Feature Request / Improvement

TLDR: I'd like to propose adding a new void commitTransaction(CommitCondition commitCondition) method to the Transaction interface so users can specify the conditions under which a transaction can be safely committed or not, given that other transactions may have changed the table concurrently. This will enable use-cases such as monotonically increasing watermarks in table properties.

General Problem

I want to start by describing the challenge I currently face using the existing Transaction.commitTransaction() API.

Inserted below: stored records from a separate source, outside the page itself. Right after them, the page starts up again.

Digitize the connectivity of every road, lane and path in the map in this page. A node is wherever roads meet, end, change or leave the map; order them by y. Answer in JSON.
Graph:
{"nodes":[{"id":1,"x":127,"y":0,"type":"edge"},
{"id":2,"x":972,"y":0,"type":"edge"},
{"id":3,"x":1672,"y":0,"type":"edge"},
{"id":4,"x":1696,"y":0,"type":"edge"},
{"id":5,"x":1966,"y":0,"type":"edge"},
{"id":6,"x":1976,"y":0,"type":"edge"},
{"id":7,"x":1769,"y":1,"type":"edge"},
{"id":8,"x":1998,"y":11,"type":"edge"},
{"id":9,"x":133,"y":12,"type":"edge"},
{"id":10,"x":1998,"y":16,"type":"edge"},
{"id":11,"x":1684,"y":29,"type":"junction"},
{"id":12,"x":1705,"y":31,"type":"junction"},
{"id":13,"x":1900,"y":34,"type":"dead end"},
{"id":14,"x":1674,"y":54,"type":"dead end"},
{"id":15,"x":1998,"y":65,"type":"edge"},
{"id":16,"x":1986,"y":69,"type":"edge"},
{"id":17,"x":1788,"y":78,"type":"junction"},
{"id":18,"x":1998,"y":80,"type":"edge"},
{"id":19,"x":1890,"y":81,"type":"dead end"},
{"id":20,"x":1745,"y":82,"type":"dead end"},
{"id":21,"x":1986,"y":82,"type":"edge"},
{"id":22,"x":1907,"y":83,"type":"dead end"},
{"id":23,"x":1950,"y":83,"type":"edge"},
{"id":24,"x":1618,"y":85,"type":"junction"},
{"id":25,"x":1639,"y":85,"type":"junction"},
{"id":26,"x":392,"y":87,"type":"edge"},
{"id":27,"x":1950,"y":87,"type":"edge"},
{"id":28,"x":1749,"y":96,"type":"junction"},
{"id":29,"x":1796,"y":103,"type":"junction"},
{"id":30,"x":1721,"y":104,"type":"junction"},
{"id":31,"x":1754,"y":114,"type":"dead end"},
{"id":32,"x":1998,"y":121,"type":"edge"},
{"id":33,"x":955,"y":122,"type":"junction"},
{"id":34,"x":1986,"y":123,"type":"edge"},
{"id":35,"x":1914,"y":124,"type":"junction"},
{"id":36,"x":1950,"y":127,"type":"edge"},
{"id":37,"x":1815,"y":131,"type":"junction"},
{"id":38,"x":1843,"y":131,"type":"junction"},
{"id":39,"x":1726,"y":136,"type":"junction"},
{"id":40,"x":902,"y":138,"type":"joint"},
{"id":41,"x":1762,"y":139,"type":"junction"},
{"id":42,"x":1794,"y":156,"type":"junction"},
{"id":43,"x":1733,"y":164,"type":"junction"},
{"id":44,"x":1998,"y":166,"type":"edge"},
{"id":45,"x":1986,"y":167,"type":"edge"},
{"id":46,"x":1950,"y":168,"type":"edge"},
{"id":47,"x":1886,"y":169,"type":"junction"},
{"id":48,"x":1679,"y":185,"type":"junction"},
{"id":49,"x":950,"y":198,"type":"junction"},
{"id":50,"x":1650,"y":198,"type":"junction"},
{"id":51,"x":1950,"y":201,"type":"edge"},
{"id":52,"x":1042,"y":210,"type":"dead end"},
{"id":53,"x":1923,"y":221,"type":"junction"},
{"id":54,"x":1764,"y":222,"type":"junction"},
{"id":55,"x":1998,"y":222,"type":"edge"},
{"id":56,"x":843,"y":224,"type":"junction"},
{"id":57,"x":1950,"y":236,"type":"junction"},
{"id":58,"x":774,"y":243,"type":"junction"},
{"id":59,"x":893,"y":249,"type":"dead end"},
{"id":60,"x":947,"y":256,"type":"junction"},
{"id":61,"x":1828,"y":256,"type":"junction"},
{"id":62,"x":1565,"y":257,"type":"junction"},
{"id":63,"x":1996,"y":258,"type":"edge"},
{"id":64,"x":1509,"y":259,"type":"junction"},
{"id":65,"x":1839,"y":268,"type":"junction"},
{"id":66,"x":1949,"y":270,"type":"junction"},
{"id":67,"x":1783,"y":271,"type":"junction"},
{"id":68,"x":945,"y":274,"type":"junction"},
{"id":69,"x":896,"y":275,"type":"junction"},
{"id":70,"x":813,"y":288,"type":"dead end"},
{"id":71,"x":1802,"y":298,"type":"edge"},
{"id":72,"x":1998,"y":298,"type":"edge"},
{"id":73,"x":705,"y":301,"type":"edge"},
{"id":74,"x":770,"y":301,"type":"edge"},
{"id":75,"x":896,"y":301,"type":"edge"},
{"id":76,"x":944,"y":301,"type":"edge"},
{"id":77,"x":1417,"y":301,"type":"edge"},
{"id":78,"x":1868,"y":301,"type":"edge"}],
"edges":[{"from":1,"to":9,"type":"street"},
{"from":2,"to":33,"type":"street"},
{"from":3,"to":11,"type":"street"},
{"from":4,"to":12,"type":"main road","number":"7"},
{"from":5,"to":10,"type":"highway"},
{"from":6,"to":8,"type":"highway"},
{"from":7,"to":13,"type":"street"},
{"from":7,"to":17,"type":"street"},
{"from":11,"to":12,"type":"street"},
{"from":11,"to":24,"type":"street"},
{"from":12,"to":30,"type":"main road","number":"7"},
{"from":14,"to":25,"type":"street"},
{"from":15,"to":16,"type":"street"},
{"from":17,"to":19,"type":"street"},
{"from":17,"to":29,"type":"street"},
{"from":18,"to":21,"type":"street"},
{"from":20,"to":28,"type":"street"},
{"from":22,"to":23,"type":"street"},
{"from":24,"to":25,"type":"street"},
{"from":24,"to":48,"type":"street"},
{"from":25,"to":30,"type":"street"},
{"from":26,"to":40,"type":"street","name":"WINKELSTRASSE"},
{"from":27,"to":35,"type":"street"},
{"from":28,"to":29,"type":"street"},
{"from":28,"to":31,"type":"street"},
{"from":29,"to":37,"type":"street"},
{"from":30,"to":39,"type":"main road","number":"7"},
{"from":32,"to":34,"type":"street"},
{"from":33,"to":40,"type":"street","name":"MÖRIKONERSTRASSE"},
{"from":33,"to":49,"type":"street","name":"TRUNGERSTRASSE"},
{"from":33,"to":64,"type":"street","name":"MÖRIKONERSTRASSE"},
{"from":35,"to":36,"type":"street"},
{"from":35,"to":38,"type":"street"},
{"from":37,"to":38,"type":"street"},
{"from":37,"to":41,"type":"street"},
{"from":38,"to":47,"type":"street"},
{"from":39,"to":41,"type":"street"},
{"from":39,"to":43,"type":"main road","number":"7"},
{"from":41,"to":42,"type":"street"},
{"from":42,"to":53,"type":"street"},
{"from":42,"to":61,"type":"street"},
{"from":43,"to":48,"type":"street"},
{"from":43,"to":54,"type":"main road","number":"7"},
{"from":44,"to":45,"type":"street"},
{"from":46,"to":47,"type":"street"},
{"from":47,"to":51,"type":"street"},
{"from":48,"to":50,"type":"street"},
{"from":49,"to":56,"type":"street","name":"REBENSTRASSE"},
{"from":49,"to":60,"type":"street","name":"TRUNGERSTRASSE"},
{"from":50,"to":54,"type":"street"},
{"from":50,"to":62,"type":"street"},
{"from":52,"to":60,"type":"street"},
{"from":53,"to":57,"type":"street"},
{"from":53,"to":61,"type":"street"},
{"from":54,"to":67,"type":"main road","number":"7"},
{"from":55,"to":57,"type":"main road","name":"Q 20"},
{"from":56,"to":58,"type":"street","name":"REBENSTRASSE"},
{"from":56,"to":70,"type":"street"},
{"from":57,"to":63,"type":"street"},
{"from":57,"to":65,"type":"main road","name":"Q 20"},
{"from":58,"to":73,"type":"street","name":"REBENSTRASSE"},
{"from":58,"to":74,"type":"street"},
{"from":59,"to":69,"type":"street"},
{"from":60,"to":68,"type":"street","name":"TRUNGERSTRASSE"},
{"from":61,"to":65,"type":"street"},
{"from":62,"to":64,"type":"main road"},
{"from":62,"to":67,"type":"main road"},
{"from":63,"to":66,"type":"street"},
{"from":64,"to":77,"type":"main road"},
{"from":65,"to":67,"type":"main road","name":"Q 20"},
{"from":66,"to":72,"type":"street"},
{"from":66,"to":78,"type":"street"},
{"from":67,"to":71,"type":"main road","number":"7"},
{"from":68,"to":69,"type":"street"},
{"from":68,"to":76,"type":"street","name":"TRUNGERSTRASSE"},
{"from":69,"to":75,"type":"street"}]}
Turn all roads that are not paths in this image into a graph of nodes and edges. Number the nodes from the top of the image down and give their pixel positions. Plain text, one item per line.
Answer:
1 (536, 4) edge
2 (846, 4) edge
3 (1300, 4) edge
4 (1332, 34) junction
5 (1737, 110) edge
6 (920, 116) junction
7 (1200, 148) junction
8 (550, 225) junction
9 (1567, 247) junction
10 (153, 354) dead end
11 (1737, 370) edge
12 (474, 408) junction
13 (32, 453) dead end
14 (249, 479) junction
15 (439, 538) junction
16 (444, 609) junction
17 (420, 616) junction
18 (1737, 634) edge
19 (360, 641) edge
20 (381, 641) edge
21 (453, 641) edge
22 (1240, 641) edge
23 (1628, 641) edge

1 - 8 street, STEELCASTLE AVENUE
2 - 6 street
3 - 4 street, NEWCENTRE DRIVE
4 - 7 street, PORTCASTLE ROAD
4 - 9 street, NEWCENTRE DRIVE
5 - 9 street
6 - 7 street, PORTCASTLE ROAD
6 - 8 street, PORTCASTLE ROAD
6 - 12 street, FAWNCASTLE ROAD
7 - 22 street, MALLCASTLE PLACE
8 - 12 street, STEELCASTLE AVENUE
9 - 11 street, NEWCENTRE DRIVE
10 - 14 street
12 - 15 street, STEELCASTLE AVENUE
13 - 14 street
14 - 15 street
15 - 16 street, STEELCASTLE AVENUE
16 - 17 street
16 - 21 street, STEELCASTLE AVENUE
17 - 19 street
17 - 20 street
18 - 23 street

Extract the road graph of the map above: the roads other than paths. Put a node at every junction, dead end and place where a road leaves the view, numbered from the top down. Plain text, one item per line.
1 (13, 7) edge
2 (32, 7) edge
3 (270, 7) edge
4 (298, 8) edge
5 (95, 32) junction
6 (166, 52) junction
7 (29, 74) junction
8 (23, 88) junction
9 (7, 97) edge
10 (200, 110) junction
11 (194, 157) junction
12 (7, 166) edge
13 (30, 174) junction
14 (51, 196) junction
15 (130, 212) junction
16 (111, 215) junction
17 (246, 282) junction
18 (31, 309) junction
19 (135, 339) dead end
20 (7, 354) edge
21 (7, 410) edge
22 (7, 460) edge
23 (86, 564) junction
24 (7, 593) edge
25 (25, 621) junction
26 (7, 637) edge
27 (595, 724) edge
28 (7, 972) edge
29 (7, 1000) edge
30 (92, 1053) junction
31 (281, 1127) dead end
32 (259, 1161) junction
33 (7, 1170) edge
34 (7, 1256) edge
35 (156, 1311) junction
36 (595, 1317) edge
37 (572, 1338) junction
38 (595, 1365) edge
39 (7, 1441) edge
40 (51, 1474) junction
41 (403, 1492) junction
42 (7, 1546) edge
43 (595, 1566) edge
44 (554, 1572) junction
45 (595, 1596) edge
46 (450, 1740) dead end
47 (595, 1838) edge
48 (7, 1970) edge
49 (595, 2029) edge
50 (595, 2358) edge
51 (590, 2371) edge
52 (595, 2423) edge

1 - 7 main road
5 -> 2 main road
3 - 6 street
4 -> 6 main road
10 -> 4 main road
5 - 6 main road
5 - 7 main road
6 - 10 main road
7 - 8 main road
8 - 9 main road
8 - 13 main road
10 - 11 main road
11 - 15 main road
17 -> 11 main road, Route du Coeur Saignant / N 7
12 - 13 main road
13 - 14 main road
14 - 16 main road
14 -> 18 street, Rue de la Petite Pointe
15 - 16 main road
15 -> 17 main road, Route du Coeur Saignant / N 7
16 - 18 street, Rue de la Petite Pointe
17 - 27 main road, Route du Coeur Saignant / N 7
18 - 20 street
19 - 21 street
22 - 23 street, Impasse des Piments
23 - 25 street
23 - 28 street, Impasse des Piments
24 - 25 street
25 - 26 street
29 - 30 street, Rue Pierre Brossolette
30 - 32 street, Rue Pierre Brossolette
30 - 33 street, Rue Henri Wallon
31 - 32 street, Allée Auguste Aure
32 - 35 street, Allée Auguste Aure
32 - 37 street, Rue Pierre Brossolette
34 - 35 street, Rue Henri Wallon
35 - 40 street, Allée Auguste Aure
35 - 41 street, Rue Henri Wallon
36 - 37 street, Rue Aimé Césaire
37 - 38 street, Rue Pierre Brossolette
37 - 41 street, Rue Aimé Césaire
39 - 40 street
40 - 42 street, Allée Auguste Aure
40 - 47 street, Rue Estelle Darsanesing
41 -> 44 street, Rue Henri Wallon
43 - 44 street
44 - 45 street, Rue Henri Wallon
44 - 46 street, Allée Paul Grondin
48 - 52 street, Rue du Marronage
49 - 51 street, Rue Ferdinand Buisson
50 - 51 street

Consider the following example situation:

We have an iceberg table and we are maintaining a custom watermark in the table properties. The expectation is that every time we append new data to the iceberg table, the custom watermark should be incremented. Let's say the current value of this "custom_watermark" is "0" in our iceberg table's properties.
Now let's say we have two transactions running concurrently against this Iceberg table. Both transactions are appending a different datafile to the iceberg table: txn.newAppend().appendFile(dataFile).commit() As part of each transactions, we are also advancing the "custom_watermark" table property to the next value which can be easily calculated by pulling the latest value from the existing table properties and adding one i.e. "1": txn.updateProperties().set("custom_watermark", "1").commit()
What happens next is that one of the transactions will "win" and be committed to the table first. We have new data in the table and the custom watermark has been correctly incremented from "0" to "1". So far so good.
The "loser" transaction will fail with CommitFailedException and be automatically retried (assuming TableProperties.COMMIT_NUM_RETRIES >= 1). The retry mechanism is where things get interesting.
First, iceberg will refresh it's view of the table. Internally this is done by calling TableOperations.refresh() which returns an up-to-date TableMetadata).
Then iceberg will re-apply the updates in the "losing" transaction on top of the refreshed TableMetadata i.e. It will again attempt to append data to the table and set the custom watermark table property to "1". You can already see the problem here: our custom watermark isn't being incremented correctly!
Unfortunately, all Iceberg sees is a set of updates (from the "losing" transaction) that as far as it knows do not conflict in any way that it cares (with the changes from the "winning" transaction), so it will happily attempt to commit the updated TableMetadata a second time and succeed in doing so. Now we are in a "bad" state: although the table has new data, the custom watermark has not been advanced.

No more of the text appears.